A leggere gli ultimi sondaggi prima del silenzio elettorale, anche questa volta il M5S è passato indenne dalla buriana mediatica. I rimborsi non versati da deputati di primo piano e i candidati iscritti alla massoneria seminano qui e là candidati già fuori dal futuro gruppo parlamentare. Ancora ieri dai vertici grillini circolavano fantasiose ipotesi circa dimissioni o rinunce preliminari che ad ora paiono poco praticabili.

Gli espulsi compariranno in lista, normalmente eleggibili, in molti collegi praticamente blindati. Ma quando, al mattino, Di Maio e i suoi scoprono che tutti gli istituti collocano il M5S in cima alla classifica dei partiti, capiscono che la seconda parte della campagna elettorale (dopo il giro d’Italia delle settimane scorse) può davvero cominciare.

I numeri confermano che il M5S difficilmente avrà da solo i numeri per governare. E allora si riprende dalla ricerca di convergenze per il governo di scopo: non è un caso che la prima proposta programmatica riguardi proprio il dimezzamento degli stipendi.

Anche se nel M5S il dibattito è in corso: c’è chi vorrebbe stabilire che venga restituita ogni mese una quota mensile fissa forfettaria, per evitare i complicati calcoli di questi primi cinque anni e aggirare l’imbarazzante questione delle spese rimborsabili da rendere pubbliche, che hanno messo in evidenza costi e qualche eccesso anche tra i pentastellati.

In ogni caso dallo staff considerano chiusa la vicenda delle espulsioni: non ci saranno altri nomi. «Risultano alcune incongruenze, ma riguardano somme irrisorie, riconducibili a piccoli errori o a semplici arrotondamenti nelle somme da devolvere», spiegano.

In mezzo al guado è rimasta Giulia Sarti, deputata uscente ricandidata nel listino proporzionale dell’Emilia, con rielezione garantita. Ha spiegato che a tradire la sua fiducia sarebbe stato il suo ex fidanzato. Lui nega tutto dallo pseudonimo Facebook dietro al quale si cela. E svela un dettaglio che apre uno squarcio su un mondo di diffidenze, con tanto di telefonate registrate: «Io ho un brutto vizio: registrare tutto». Nell’attesa che, come si dice in questi casi, la giustizia ordinaria faccia il suo corso, probabilmente dovranno pronunciarsi i probiviri.

Ieri hanno parlato anche altri due parlamentari finiti nella black list delle mancate restituzioni.

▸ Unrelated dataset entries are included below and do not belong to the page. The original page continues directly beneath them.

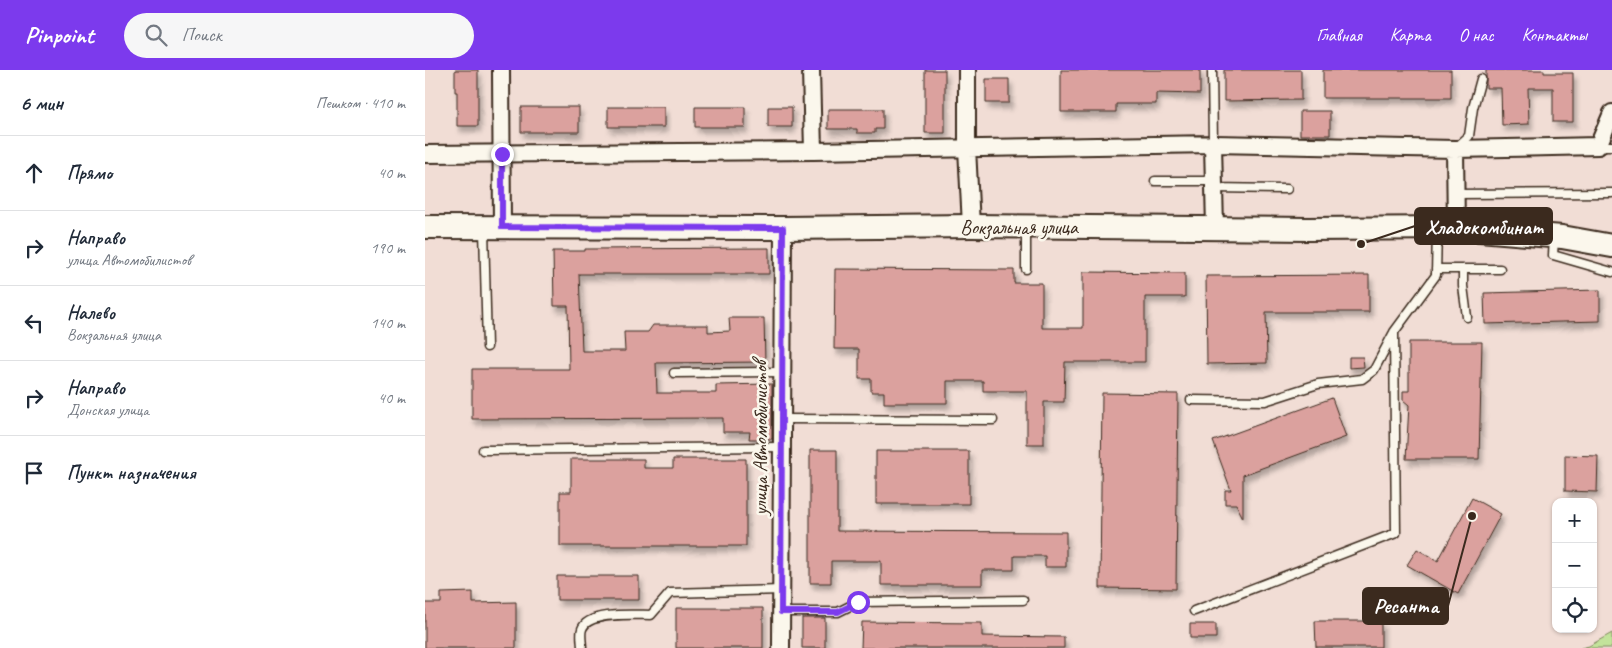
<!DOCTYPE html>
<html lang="ru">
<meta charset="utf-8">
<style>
body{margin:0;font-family:Caveat,sans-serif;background:#f6f6f7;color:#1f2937}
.controls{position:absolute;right:15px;bottom:15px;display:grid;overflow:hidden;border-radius:10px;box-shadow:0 1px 4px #0004}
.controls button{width:45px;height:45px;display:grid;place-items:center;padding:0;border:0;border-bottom:1px solid #e0e1e3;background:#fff;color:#1f2937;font:25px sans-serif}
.stop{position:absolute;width:15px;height:15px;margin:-11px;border:4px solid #7c3aed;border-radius:50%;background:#fff}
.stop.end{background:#7c3aed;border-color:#fff;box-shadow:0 1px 5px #0008}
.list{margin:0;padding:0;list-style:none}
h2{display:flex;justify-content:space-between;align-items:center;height:65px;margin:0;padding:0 20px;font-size:21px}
h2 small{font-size:16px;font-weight:400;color:#747a83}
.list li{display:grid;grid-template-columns:32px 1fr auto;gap:15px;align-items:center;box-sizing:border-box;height:75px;padding:0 20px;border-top:1px solid #e0e1e3}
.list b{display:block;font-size:19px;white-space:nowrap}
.list p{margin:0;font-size:16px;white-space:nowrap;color:#747a83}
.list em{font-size:16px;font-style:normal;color:#747a83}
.icon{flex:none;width:28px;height:28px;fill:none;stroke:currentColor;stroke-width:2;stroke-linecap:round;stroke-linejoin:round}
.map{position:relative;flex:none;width:1187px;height:578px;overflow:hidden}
header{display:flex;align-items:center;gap:30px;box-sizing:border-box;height:70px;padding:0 25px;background:#7c3aed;color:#fff}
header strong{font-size:24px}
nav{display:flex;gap:28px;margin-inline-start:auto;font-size:18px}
.search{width:350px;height:45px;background:#f6f6f7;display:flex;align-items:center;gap:12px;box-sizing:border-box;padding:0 18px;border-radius:28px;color:#747a83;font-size:19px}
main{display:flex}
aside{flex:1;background:#fff}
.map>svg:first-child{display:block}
</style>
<header>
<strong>Pinpoint</strong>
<div class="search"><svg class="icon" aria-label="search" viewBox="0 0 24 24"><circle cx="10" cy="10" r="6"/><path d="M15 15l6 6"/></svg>Поиск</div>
<nav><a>Главная</a><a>Карта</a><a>О нас</a><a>Контакты</a></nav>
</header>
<main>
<aside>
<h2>6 мин<small>Пешком · 410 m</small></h2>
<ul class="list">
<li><svg class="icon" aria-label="ahead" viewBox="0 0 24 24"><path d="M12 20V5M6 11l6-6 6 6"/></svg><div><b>Прямо</b></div><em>40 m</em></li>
<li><svg class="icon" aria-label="right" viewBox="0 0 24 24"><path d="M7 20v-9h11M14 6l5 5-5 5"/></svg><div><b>Направо</b><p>улица Автомобилистов</p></div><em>190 m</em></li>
<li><svg class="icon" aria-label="left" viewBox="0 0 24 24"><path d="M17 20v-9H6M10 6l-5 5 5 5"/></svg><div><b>Налево</b><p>Вокзальная улица</p></div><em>140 m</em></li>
<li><svg class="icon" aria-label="right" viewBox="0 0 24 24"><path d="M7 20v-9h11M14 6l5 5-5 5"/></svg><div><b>Направо</b><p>Донская улица</p></div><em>40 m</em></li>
<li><svg class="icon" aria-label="arrive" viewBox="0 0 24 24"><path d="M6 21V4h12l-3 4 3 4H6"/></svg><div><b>Пункт назначения</b></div></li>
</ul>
</aside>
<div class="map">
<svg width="1187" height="578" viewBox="0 0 1187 578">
<defs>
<filter id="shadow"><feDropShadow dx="3" dy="5.5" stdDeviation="2.5" flood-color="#0004"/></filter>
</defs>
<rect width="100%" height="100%" fill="#f1ddd5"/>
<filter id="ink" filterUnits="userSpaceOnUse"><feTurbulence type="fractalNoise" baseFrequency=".02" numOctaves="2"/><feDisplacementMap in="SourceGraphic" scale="10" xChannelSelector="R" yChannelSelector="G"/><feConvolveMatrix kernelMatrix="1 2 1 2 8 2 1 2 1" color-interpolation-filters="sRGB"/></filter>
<g filter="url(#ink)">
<!-- green -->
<path fill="#c3e39b" stroke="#7f865c" d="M 1187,563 L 1187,578 L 1156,578 L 1164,576 Z"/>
<!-- building -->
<path fill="#dba19e" stroke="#3b2a1e" filter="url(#shadow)" d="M 30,0 L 53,0 L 53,56 L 32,56 L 32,22 L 30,22 Z
M 500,0 L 520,0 L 520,63 L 500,63 Z
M 636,0 L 775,0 L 775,24 L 731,23 L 731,34 L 691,34 L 691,42 L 636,42 Z
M 799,0 L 876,0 L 876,30 L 799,31 Z
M 898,0 L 1026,0 L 1026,28 L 898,28 Z
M 1061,0 L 1119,0 L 1119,3 L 1148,3 L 1148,52 L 1128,52 L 1128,18 L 1103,18 L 1104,54 L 1077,55 L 1076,18 L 1061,18 Z
M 561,9 L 584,9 L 584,33 L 561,33 Z
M 96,37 L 154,37 L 154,62 L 96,62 Z
M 183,37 L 239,37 L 239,57 L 183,57 Z
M 270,37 L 320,37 L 320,57 L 270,57 Z
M 343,37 L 367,37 L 367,57 L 343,57 Z
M 403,39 L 458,39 L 458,59 L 450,59 L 450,63 L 432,63 L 432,59 L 403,59 Z
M 875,41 L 905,41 L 905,65 L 875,65 Z
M 344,178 L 344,204 L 154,204 L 157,281 L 200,281 L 199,262 L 223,262 L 228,255 L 283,255 L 283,262 L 305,261 L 304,248 L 339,248 L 340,292 L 231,293 L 232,323 L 291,323 L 291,315 L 347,314 L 347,369 L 324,369 L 325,362 L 298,362 L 298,348 L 47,349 L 47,299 L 144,299 L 143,236 L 129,236 L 128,181 L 160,181 L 160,179 Z
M 410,199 L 589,200 L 589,213 L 617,213 L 617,258 L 658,258 L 658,202 L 760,203 L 760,227 L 720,227 L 720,292 L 640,292 L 639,332 L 619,332 L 619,374 L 602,374 L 602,321 L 558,321 L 558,311 L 522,311 L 522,333 L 459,333 L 459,322 L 446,322 L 446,309 L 434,309 L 434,279 L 409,279 Z
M 944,205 L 944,242 L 841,242 L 842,293 L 782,294 L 781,206 Z
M 1175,220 L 1175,251 L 1060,254 L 1059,223 Z
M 984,272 L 1057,272 L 1054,389 L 981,389 L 984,335 L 978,330 L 978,321 L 984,321 Z
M 924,287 L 938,287 L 939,297 L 924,298 Z
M 677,323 L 753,324 L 751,519 L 675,518 Z
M 907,328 L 921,367 L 818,405 L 818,448 L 811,434 L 800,434 L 800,420 L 806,420 L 788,371 Z
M 385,380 L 412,380 L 412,461 L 641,462 L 641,497 L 620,497 L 620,486 L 589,486 L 589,500 L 557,500 L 557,515 L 456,515 L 456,491 L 406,491 L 406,513 L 385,513 Z
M 451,381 L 544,381 L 544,434 L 451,434 Z
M 1140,385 L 1173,386 L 1172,422 L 1140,421 Z
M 146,389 L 219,389 L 219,398 L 248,398 L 248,389 L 321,389 L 321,476 L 135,476 L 135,422 L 146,422 Z
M 1047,428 L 1076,444 L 1033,524 L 982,495 L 992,479 L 1013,491 Z
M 132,506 L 214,506 L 214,530 L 132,530 Z
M 48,522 L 48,533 L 91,532 L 91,578 L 0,578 L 0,533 L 16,533 L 16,523 Z
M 251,538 L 338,538 L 338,578 L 251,578 Z
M 377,548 L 400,548 L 400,578 L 377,578 Z
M 890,551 L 956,551 L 956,577 L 891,577 Z
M 437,552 L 557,553 L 557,566 L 639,567 L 639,578 L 436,578 Z
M 765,554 L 791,554 L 791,568 L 765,568 Z"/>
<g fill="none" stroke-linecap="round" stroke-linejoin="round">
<!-- lane casing -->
<g stroke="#3b2a1e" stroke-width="11">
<path id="lane" d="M 787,0 L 788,74
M 1173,76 L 1187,76
M 1032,77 L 1044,66 L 1048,38 L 1056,9
M 730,111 L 789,111
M 789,118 L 862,119
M 1031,124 L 1187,123
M 59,159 L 62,277
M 601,159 L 601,199
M 1129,168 L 1128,185 L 1187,202
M 1011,199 L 1075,199
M 1038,199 L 1038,216 L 1042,247
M 249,303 L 357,302
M 766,330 L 840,331 L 893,314 L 937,309 L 949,300 L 968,264
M 357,349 L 568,350
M 58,380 L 357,377
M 769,541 L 971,463 L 969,262 L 1011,205 L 1012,160
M 356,542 L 413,542 L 433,532 L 598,530
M 157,578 C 157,572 155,564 157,559 C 163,541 210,545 226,545 L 245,523 L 356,520"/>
</g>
<!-- street casing -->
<g stroke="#3b2a1e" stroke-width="20">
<path id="street" d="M 76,0 L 77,157
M 386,0 L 388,81
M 542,0 L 542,78 L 546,156
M 788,74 L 790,158
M 1030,79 L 1031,158
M 0,84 L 388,81 L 788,74 L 1030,79 L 1173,76 L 1187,43
M 356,578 L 358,158"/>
</g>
<!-- secondary casing -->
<g stroke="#3b2a1e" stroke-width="26">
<path id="secondary" d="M 0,157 L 358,158 L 546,156 L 882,159 L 1031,158 L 1137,167 L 1187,176"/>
</g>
<!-- lane -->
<use href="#lane" stroke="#fbf7ec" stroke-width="8"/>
<!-- street -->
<use href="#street" stroke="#fbf7ec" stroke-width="16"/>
<!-- secondary -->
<use href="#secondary" stroke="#fbf7ec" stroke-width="22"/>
</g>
</g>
<g fill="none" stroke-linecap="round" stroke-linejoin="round" filter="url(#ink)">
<!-- route -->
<path stroke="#7c3aed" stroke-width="6" d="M 77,84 L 77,157 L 358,158 L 356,542 L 413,542 L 433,532"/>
</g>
<g text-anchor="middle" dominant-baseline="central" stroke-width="5" stroke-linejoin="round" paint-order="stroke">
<!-- street labels -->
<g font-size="20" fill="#3b2a1e" stroke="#fbf7ec">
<text x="594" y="157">Вокзальная улица</text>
<text transform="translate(335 368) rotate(-90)">улица Автомобилистов</text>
</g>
</g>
<!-- callouts -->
<path fill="none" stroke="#3b2a1e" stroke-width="2" d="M936 174L990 156M1047 446L1023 536"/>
<g fill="#3b2a1e" stroke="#fbf7ec" stroke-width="2">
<circle cx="936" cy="174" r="5"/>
<circle cx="1047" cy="446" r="5"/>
</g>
<g fill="#3b2a1e" stroke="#3b2a1e" stroke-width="2">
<rect x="990" y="138" width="137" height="36" rx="5"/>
<rect x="938" y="518" width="85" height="36" rx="5"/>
</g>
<g font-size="21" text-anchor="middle" font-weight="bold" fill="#fff">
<text x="1059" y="164">Хладокомбинат</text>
<text x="981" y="543">Ресанта</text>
</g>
</svg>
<div class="controls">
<button>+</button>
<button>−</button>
<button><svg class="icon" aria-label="locate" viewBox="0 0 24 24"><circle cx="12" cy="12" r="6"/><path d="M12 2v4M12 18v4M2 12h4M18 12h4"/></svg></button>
</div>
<div class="stop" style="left:433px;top:532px"></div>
<div class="stop end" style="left:77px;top:84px"></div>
</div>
</main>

Il pugliese Maurizio Buccarella ha ammesso le sue responsabilità in una lettera aperta, affermando di aver compreso che fare il parlamentare a tempo pieno e lasciare una professione ha un costo che non aveva considerato.

Il piemontese Ivan Della Valle, invece, sottolinea le divergenze politiche col M5S degli ultimi tempi e si dice interessato alle mosse del parlamentare europeo David Borrelli, anch’egli in libera uscita dai 5 Stelle al termine del secondo mandato.

Dal Corriere di Romagna, infine, si ipotizza che nelle liste grilline ci sia un altro massone. Si tratterrebbe dell’avvocato ferrarese David Zanforlini, presidente dei Centri di azione giuridica di Legambiente, piazzato da Di Maio all’ostico collegio uninominale di Ravenna.

Da giorni circolano esposti anonimi sul passato di Zanforlini nella loggia Giordano Bruno di Ferrara: «L’avvocato avrebbe avuto un ruolo preminente di maestro venerabile nella propria loggia e di giudice circoscrizionale del Grande Oriente d’Italia dell’Emilia Romagna fino alla decisione di ‘andare in sonno’».

Sarebbe la stessa formula utilizzata dal candidato Catello Vitiello di Castellamare di Stabia. «Quando ho firmato per la candidatura mi è stato chiesto se ero nella massoneria e ho risposto di no», si difende Zanforlini. Che però si rifiuta di garantire sul passato: «Esiste una regola di riservatezza».